No one stashes barleywine like Lucky Lab—and as in previous years, the Quimby location will unleash an unholy assembly of 70 malty, caramel-inflected high-alcohol beers stretching back to 2010. Note the four-year vertical of Lucky Lab's own barleywines—they're making some of the best in town, especially that smooth 2014. Hooo! $15 nets four tasting tokens, with additional tastes $2 each. Lucky Lab Brewing, 1945 NW Quimby St., Noon-10 pm. Starts March 3.

Jessica Dennison + Jones, Dragging An Ox Through Water, Landlines

After meeting at Lewis and Clark a decade ago, the duo of Jessica Dennison and Jessica Jones reconvened in Memphis in what became a fruitful jam session that established the basis of their current project. They've since returned to Portland and are celebrating the release their breezy and quiet eponymous debut EP. Read our feature on the duo hereTurn Turn Turn, 8 NE Killingsworth St., 8 pm. Contact venue for ticket prices.

Six Organs of Admittance, Abronia

Burning the Threshold, Ben Chasny's latest album as Six Organs of Admittance, comes almost 20 years after the guitarist began recording under the moniker. While the project's drifted between acoustic concerns and psych-inspired jamming, Chasny's noodling remains easy to recognize. A few years after devising a new compositional scheme and releasing a pair of its "hexadic" experiments, this latest effort loops back around to the psych folk Six Organs are associated with most. The album isn't a throwback—a full band is in tow in some spots. But for this tour, Chasny has said he intends to render it all acoustically. Bunk Bar, 1028 SE Water Ave. 9:30 pm. $12. 21+.

P.O.S, Sims, Dwynell Roland

Spiking riff-heavy rawk music with rapped vocals is decidedly lame, but the mastery with which Stefon Alexander, aka P.O.S, handles the inverse of that equation has become his greatest selling point. Bolstered by fuzzy riffs and backing vocals that sound blasted out of a blown-out Marshall stack, the latest P.O.S record, this year's Chill, Dummy, has a frantic punk feel that skates circles around the insolent attitude the Odd Future crew flaunts to overcompensate for its lack of actual punk cred. Wonder Ballroom, 128 NE Russell St., 8 pm. $16 advance, $18 day of show. All ages.

Dekalog Parts 1 & 2

Widely considered one of the best miniseries of all time, each episode of Krzysztof Kieślowski's 10-part illustration of the Ten Commandments is set in the same Warsaw apartment complex. The NW Film Center screens the first two hourlong installments, based on "Thou shalt have no other gods before me" and "Thou shalt not take the name of the Lord thy God in vain," tonight.

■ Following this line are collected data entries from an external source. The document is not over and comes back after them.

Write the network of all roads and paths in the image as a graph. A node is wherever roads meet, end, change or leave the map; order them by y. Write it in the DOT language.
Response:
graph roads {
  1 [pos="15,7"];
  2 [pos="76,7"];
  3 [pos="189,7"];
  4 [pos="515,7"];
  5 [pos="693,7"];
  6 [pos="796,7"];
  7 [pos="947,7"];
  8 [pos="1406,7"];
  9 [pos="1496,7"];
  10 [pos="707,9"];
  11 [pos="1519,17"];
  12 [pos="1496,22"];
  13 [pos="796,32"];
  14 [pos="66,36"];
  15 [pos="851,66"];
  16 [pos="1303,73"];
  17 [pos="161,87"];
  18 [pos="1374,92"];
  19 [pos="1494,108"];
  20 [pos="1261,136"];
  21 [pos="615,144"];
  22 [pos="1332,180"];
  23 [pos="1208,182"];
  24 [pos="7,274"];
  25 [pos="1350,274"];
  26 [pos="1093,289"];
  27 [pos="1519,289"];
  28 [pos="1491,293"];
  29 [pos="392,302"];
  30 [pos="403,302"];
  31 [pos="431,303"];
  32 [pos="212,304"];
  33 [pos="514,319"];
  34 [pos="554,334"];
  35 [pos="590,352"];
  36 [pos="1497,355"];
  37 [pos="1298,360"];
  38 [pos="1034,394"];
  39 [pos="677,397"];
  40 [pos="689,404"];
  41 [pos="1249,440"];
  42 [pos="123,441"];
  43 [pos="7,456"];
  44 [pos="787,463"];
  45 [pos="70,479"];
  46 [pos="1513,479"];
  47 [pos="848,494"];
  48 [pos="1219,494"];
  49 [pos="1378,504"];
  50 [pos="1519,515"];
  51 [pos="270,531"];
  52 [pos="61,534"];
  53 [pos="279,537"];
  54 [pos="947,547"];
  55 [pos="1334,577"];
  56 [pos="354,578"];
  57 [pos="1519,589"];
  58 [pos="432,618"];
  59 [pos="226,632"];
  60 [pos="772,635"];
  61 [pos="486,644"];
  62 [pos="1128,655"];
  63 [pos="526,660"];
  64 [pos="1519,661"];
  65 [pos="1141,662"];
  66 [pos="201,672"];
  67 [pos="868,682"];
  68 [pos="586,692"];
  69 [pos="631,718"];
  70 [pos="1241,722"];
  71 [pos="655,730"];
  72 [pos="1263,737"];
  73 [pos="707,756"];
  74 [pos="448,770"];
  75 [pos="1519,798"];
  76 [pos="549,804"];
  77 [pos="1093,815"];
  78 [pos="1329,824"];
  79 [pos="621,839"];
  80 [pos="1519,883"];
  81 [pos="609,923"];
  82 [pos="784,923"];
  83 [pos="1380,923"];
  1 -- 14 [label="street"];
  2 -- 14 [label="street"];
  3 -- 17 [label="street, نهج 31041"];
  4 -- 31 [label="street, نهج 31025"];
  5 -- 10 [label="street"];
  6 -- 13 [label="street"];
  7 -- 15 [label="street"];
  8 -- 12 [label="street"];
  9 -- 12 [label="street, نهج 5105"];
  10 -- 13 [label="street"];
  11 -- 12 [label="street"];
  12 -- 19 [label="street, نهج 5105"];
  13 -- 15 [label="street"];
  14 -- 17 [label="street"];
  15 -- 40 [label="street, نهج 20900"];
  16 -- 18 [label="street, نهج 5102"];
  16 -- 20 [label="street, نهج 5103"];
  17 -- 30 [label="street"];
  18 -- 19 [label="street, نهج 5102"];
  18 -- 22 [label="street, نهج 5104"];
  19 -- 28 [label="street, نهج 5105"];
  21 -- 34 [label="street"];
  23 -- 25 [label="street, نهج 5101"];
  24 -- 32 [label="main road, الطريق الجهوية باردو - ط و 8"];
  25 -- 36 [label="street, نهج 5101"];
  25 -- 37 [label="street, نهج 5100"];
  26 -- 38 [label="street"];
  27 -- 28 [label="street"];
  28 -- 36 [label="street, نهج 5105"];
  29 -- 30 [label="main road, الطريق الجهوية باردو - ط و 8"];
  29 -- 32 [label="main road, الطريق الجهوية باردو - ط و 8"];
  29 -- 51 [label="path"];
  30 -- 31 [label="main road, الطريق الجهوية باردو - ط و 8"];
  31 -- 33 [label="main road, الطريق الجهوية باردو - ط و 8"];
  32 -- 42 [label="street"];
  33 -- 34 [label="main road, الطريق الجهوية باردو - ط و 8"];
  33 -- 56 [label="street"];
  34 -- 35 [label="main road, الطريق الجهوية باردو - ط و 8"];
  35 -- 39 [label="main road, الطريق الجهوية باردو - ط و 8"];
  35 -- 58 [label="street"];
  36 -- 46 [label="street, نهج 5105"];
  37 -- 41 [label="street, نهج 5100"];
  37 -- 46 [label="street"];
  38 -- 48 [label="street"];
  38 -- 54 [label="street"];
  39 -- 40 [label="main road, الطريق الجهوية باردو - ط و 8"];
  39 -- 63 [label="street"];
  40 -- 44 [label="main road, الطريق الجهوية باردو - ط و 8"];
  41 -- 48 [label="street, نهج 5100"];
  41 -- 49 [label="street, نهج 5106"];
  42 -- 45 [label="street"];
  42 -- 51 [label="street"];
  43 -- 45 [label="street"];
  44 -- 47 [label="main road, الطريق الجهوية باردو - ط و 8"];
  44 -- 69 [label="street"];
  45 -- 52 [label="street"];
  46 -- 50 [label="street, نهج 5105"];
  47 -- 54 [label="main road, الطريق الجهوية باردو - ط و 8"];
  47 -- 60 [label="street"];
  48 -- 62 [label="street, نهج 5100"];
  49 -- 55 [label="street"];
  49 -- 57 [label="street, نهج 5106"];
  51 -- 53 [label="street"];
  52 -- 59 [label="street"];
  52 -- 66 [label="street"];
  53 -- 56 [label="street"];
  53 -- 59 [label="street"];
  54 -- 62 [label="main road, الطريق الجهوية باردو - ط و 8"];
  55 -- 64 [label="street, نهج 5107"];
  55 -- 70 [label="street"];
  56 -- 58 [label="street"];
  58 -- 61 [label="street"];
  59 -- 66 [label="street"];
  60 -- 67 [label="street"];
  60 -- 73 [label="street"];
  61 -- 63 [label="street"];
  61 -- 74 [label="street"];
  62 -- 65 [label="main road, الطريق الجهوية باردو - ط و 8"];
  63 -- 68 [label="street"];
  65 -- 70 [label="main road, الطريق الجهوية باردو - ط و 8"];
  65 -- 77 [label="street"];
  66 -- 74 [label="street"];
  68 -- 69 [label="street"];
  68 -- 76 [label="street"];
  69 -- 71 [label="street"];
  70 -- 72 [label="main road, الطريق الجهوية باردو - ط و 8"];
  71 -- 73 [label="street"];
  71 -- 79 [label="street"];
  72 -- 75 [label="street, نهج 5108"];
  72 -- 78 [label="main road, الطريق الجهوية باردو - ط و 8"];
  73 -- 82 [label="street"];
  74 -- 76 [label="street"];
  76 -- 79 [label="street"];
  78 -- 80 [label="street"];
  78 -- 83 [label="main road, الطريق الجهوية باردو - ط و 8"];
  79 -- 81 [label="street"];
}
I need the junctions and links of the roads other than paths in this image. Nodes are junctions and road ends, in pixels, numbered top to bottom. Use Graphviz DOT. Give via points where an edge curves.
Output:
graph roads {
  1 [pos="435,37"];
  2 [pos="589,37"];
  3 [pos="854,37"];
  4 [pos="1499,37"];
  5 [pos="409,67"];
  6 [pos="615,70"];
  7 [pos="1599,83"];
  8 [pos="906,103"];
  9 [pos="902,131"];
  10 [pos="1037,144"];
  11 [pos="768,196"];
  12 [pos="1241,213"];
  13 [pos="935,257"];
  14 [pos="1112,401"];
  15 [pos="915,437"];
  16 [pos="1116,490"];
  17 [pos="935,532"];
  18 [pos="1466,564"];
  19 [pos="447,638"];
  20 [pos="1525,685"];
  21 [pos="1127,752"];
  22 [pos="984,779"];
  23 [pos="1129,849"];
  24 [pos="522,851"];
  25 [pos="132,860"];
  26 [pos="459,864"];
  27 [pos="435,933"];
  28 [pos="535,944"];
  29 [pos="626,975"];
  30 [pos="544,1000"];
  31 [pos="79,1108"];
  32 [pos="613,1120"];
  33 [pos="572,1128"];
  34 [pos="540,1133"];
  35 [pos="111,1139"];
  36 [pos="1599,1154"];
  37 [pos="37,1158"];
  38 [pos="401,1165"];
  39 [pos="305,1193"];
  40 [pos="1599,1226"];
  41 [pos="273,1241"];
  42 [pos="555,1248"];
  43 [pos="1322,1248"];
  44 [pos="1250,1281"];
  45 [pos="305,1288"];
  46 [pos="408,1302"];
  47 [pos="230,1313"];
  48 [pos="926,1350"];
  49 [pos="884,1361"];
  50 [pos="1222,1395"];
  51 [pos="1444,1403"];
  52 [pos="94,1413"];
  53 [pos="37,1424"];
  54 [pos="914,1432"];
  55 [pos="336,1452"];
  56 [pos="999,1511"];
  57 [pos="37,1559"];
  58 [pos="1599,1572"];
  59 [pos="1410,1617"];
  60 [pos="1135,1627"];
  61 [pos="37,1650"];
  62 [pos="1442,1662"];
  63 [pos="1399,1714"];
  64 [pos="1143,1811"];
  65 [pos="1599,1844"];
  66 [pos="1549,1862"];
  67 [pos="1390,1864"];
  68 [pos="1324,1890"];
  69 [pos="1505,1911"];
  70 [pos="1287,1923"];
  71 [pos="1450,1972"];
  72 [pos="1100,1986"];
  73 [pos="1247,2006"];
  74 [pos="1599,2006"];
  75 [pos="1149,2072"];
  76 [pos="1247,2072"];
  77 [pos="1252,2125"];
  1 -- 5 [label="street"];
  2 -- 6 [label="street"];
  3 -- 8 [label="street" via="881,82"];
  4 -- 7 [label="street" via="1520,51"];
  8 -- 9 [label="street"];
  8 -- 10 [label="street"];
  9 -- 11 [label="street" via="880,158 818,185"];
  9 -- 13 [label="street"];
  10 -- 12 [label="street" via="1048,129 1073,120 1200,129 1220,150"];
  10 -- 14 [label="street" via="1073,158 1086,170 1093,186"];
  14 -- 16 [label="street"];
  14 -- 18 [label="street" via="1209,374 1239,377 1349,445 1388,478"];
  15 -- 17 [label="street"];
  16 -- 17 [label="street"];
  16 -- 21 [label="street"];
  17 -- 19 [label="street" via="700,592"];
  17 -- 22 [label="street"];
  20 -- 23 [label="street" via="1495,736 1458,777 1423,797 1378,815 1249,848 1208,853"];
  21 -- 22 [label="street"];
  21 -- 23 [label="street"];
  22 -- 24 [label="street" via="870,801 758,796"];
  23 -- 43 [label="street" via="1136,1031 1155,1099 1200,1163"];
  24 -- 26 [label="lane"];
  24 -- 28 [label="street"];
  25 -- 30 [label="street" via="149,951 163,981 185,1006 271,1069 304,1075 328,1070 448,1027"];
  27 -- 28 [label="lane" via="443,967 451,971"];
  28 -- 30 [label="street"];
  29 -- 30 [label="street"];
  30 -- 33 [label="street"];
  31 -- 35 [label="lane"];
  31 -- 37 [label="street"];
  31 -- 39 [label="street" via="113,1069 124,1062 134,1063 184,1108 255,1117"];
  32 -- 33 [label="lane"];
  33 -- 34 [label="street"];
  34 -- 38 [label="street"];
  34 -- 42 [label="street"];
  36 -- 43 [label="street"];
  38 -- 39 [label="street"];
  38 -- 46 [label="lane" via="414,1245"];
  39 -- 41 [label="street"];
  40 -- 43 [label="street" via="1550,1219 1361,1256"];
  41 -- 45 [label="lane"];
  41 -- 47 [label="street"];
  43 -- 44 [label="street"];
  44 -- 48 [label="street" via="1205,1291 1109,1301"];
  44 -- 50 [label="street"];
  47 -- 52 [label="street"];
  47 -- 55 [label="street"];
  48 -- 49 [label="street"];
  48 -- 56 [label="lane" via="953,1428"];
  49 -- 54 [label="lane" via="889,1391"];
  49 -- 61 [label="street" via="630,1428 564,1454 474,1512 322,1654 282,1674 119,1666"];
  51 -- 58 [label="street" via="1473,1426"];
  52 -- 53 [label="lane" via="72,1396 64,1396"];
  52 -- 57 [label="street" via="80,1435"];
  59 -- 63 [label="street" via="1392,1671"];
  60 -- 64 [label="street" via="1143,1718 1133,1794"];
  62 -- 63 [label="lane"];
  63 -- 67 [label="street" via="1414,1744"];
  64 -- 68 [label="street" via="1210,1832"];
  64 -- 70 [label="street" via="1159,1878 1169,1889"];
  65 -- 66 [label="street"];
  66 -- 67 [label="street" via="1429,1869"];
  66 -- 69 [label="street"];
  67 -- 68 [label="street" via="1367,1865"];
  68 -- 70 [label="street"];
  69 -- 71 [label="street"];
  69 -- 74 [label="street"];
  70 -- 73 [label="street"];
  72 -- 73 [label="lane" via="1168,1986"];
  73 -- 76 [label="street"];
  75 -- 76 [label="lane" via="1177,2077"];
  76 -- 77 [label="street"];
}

NW Film Center's Whitsell Auditorium, 1219 SW Park Ave., 7 pm. $9. Also March 5.


The Poe Show

Holding a roast for a dead poet is a bit cheeky, but when the poet in question is considered the OG of mainstream goth culture, certain liberties are expected to be taken. Join a coterie of musicians, poets and various other macabre malcontents in celebrating the birthday of Edgar Allan Poe before his dour lifestyle is co-opted even further by a local klatch of mall dwellers. Clinton Street Theater, 2522 SE Clinton St., 7 pm. $5. All ages.

The Japanese House, Blaise Moore

As the Japanese House, 21-year-old East Londoner Amber Bain weaves together layers of harmony and electronic pulses to create an inimitable brand of synth pop. The motivation behind her nom de plume is to be recognized primarily for her music, which she writes and co-produces, something often unacknowledged when labeled a "female act." It's the same reason for the heavy digitizing on some of the vocal tracks, which create an androgynous, echoey effect. Both dreamlike and operatic, Bain's intricate soundscapes might be best described as a mix of '80s synth with Enya-like atmospheric reverberations, creating a landscape where the band's supporters at this sold-out show will be immersed in waves of beautiful resonance. Holocene, 1001 SE Morrison St., 7 pm.  Sold out. All ages.